De acordo com a Convenção Internacional sobre os Direitos das Pessoas com Deficiência, trabalha-se a acessibilidade a partir da identificação e eliminação de obstáculos e barreiras para essas pessoas. Os meios de comunicação, segundo Biancha, também devem compreender impedimentos à participação e acesso à informação de pessoas com deficiência, considerando, inclusive, que “pessoas com a mesma deficiência podem viver barreiras diferentes”, ao mesmo tempo em que, “pessoas com deficiências distintas podem enfrentar uma mesma barreira”, comenta a professora.
Com a audiodescrição (descrição de imagens por meio de áudio), por exemplo, conteúdos em imagens tornam-se acessíveis para pessoas com deficiência visual e para indivíduos com transtornos mentais, “que podem enfrentar dificuldades de leitura de símbolos”. Já a legendagem é útil para pessoas surdas sinalizantes (que utilizam a Língua Brasileira de Sinais), pessoas com deficiência auditiva oralizadas (que utilizam a língua oral, leitura de lábios ou escrita) e também ao deficiente intelectual.
Para conteúdos de áudio, a orientação é que seja utilizada fala mais lenta, evitando várias falas ao mesmo tempo. Em “cards”, é preciso evitar “texto sobre imagem, com cores de pouco contraste ou com letras de formato muito poluído”, explica Biancha. Outro recurso lembrado pela professora é o da veiculação do mesmo conteúdo em várias modalidades de comunicação para que seja acessível a diferentes públicos.
Para superar a segregação vivida por este segmento da população, a professora acredita que a conscientização sobre a importância da acessibilidade digital possa incluir “políticas de comunicação” que promovam “participação direta” de pessoas com deficiências. O que, segundo ela, abre espaço para que essas pessoas participem de discussões que vão além de suas próprias questões e alcancem o esporte, a saúde, a cultura, a política, a economia e a educação, ocupando espaço em todas as plataformas.

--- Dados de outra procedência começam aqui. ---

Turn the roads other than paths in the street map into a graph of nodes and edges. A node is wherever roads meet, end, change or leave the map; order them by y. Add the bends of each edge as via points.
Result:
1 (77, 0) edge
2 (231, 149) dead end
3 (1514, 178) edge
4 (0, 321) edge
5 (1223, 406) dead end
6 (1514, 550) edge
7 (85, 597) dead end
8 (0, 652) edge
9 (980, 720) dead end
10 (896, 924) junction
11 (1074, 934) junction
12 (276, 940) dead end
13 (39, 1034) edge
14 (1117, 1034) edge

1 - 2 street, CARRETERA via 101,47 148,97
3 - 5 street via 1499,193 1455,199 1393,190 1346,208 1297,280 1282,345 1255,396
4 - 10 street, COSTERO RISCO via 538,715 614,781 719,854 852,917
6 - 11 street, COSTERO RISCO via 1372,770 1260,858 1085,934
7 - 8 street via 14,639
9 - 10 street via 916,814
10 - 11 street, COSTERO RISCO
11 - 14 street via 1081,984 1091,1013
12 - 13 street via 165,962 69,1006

Biancha defende ainda a participação e contratação de pessoas com deficiência em ambientes virtuais, incorporando intérpretes de libras às rotinas da produção em vídeos, utilizando plataformas que geram legendagem automática e proporcionando cursos de audiodescrição aos trabalhadores do meio digital. Estas são ações fundamentais para a acessibilização, segundo a professora.